Repeat every line of the following material exactly.
Top of Listed entries
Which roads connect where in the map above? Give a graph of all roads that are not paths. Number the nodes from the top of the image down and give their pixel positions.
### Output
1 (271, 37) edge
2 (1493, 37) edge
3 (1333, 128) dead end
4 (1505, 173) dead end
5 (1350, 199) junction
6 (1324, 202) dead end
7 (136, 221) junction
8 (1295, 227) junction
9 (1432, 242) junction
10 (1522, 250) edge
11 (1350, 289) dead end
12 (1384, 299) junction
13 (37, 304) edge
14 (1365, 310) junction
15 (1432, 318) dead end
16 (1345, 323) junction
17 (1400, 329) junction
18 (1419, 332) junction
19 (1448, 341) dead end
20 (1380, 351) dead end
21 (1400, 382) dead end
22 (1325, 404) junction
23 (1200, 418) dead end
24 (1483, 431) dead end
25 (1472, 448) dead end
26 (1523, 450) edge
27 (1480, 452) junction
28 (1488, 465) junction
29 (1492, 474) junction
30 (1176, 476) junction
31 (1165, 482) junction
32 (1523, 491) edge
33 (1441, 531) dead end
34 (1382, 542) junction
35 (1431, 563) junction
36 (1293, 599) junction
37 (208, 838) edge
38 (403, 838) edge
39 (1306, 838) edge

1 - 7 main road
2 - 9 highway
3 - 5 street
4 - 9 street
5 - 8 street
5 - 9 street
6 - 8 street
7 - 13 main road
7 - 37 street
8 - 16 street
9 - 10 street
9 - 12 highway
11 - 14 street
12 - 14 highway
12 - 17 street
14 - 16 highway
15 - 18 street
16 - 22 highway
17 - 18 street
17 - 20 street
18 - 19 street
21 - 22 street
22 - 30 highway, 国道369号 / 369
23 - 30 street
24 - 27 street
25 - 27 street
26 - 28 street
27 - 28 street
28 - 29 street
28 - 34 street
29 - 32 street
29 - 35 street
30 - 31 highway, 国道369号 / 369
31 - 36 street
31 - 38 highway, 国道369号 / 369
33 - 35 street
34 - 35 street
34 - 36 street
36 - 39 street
Bottom of Listed entries
- [Written answer]:
Which roads connect where in the map above? Give a graph of all roads that are not paths. Number the nodes from the top of the image down and give their pixel positions.
### Output
1 (271, 37) edge
2 (1493, 37) edge
3 (1333, 128) dead end
4 (1505, 173) dead end
5 (1350, 199) junction
6 (1324, 202) dead end
7 (136, 221) junction
8 (1295, 227) junction
9 (1432, 242) junction
10 (1522, 250) edge
11 (1350, 289) dead end
12 (1384, 299) junction
13 (37, 304) edge
14 (1365, 310) junction
15 (1432, 318) dead end
16 (1345, 323) junction
17 (1400, 329) junction
18 (1419, 332) junction
19 (1448, 341) dead end
20 (1380, 351) dead end
21 (1400, 382) dead end
22 (1325, 404) junction
23 (1200, 418) dead end
24 (1483, 431) dead end
25 (1472, 448) dead end
26 (1523, 450) edge
27 (1480, 452) junction
28 (1488, 465) junction
29 (1492, 474) junction
30 (1176, 476) junction
31 (1165, 482) junction
32 (1523, 491) edge
33 (1441, 531) dead end
34 (1382, 542) junction
35 (1431, 563) junction
36 (1293, 599) junction
37 (208, 838) edge
38 (403, 838) edge
39 (1306, 838) edge

1 - 7 main road
2 - 9 highway
3 - 5 street
4 - 9 street
5 - 8 street
5 - 9 street
6 - 8 street
7 - 13 main road
7 - 37 street
8 - 16 street
9 - 10 street
9 - 12 highway
11 - 14 street
12 - 14 highway
12 - 17 street
14 - 16 highway
15 - 18 street
16 - 22 highway
17 - 18 street
17 - 20 street
18 - 19 street
21 - 22 street
22 - 30 highway, 国道369号 / 369
23 - 30 street
24 - 27 street
25 - 27 street
26 - 28 street
27 - 28 street
28 - 29 street
28 - 34 street
29 - 32 street
29 - 35 street
30 - 31 highway, 国道369号 / 369
31 - 36 street
31 - 38 highway, 国道369号 / 369
33 - 35 street
34 - 35 street
34 - 36 street
36 - 39 street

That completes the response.